City Hall employees return to work

The return of some employees and a slight expansion of in-person services mark the first steps in the reopening of Charlottesville City Hall.

Loopholes in Virginia’s Conflict of Interests Act could allow local government officials to get away with missing deadlines and omitting information on economic disclosure forms, whether the omission is intentional or unintentional.

Charlottesville Police Chief RaShall Brackney and Olivia Gabbay, a member of the Economic Development Authority, are under investigation for missing state-mandated deadlines to file the forms. Failing to file the forms on time results in a $250 civil penalty.

Eleven board members also missed state-mandated deadlines for smaller real estate disclosures, but the act does not provide any penalties for not those disclosures filing on time.

Loopholes in the law create blindspots in oversight on the local level and a lack of penalties for omissions and late filings.

The act requires a small segment of local government officials to declare their economic interests annually, but localities can pass ordinances requiring more employees to file them.

Charlottesville requires filings by the City Council, chair and members of the Economic Development Authority and the director, chair and members of the Charlottesville Redevelopment and Housing Authority to file forms annually, along with high-level employees and department heads.

The form, a Statement of Economic Interests, is about 25 pages long and asks about several items, including employment, debt, securities, business interests, gifts and meeting payments.

Members of certain boards like the Planning Commission, Board of Zoning Appeals and the Charlottesville-Albemarle Airport Authority are required to fill out smaller forms only declaring real estate holdings.

The law requires the clerk of local governments to notify officials who are required to fill out a form of that duty. The clerk must collect the forms and contact the commonwealth’s attorney within 30 days if someone does not file one by statutory deadlines.
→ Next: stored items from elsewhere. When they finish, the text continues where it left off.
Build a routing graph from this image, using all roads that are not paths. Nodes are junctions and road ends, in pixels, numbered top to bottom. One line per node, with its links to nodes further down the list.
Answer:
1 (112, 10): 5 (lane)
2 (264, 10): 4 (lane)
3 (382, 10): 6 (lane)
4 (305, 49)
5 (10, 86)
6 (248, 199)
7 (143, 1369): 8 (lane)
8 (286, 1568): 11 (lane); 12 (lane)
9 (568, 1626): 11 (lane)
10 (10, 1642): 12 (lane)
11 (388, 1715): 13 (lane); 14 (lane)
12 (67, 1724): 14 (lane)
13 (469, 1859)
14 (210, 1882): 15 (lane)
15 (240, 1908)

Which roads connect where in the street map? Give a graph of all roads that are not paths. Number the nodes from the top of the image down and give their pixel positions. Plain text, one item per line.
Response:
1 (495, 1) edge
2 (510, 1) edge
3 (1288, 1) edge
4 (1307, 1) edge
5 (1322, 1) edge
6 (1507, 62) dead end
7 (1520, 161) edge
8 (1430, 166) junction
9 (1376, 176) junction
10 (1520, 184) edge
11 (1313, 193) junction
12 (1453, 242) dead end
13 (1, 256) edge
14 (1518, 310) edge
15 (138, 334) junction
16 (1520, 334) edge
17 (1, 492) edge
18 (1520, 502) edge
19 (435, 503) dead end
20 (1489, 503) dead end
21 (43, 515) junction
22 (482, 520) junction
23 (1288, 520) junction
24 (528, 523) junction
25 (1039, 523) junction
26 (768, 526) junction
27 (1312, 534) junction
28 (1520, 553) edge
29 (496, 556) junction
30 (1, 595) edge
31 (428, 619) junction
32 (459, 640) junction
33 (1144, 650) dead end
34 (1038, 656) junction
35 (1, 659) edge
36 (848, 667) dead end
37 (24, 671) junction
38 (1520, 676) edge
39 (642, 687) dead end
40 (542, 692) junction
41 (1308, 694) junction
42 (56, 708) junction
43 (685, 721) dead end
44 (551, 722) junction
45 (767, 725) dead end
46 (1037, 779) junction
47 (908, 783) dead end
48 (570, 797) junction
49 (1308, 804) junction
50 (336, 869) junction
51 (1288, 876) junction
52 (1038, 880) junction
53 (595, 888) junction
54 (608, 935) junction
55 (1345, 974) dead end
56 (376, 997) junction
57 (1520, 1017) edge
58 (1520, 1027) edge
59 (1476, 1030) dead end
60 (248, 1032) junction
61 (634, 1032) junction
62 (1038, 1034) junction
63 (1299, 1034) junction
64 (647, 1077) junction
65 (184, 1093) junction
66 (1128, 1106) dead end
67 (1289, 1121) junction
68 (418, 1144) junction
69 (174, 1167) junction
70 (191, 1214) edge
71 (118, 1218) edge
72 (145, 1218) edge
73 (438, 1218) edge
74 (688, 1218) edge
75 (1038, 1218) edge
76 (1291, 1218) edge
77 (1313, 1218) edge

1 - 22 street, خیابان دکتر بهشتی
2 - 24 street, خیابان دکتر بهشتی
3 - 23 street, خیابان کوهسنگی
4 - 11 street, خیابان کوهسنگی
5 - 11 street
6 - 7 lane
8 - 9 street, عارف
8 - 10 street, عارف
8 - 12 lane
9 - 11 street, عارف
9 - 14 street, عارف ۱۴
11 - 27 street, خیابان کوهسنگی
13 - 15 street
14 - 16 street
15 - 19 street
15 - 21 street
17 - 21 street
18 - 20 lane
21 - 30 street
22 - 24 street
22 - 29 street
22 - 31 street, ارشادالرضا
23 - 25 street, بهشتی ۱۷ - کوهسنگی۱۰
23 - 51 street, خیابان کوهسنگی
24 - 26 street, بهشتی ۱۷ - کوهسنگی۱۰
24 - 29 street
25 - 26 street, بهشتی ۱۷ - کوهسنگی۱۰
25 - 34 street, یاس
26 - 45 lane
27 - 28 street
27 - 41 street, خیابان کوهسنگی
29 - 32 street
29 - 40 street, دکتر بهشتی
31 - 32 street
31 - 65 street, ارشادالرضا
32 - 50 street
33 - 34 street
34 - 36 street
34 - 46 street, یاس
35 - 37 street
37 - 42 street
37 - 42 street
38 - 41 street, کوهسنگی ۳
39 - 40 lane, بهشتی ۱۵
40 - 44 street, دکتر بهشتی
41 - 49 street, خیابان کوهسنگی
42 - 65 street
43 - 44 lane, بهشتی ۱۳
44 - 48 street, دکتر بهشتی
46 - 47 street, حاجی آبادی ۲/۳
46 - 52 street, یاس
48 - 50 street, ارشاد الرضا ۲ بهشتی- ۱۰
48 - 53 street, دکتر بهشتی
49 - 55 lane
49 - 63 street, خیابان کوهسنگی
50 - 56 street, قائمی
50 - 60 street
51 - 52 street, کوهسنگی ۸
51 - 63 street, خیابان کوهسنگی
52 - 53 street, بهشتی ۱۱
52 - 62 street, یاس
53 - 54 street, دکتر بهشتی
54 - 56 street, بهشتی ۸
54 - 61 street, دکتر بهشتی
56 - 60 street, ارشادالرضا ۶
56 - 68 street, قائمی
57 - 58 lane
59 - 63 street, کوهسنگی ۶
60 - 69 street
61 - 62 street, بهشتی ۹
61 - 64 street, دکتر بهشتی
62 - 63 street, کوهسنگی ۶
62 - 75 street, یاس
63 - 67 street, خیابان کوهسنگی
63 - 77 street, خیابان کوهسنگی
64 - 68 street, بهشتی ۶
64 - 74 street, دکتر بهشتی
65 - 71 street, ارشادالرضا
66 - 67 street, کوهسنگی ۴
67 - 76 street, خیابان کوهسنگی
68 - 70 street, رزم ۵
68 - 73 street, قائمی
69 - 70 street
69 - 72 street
However, the law does not require clerks to inspect the forms for completeness. Local commonwealth’s attorneys, who are responsible for investigating and prosecuting violations, are also only able to review the forms if they are notified of a potential violation.

The issue is around completeness rather than accuracy, which is harder to check and investigate because the forms are detailed about retirement plans, investments and real estate holdings.

“The clerk does not look through the forms to make sure it’s complete, that’s not part of our role,” said Charlottesville Clerk of Council Kyna Thomas.

Charlottesville Commonwealth’s Attorney Joe Platania said that he must receive written notification alleging noncompliance before taking any enforcement actions.

The law contains no provision to prosecute officials who omit information from their disclosure forms, only those who lie on the documents. For example, if an official indicates that they own real estate, but then don’t provide information about that real estate, the law does not address a penalty for that omission. The information could be missing unintentionally as the forms are complicated.

The law declares that those who knowingly provide false information can be guilty of a Class 5 felony. Knowingly violating the provisions of the law, or enforcement of it, carries a charge of malfeasance in office.

The state law establishes the Conflict of Interest and Ethics Advisory Council to oversee compliance with state officials. However, the advisory body does not oversee filings on the local government level.

Council Executive Director G. Stewart Petoe wrote in an email that the council is “not authorized to answer questions from the general public or the press.”

Charlotte Gomer, press secretary for Attorney General Mark Herring, wrote in an email that “Reports are publicly available and anyone – whether a reporter or member of the public – who believes they have discovered a discrepancy, error, omission, or false statement should notify their Commonwealth’s Attorney who can take action on the matter.”

Late filings

Eleven city officials missed the deadline to file either the Statement of Economic Interest or the real estate disclosures, according to documents provided under the Virginia Freedom of Information Act. Only missing the deadline on the Statement of Economic Interest comes with a fine.

While the law says that real estate disclosure forms are supposed to be filed by Feb. 1, it does not include any penalty for filing late.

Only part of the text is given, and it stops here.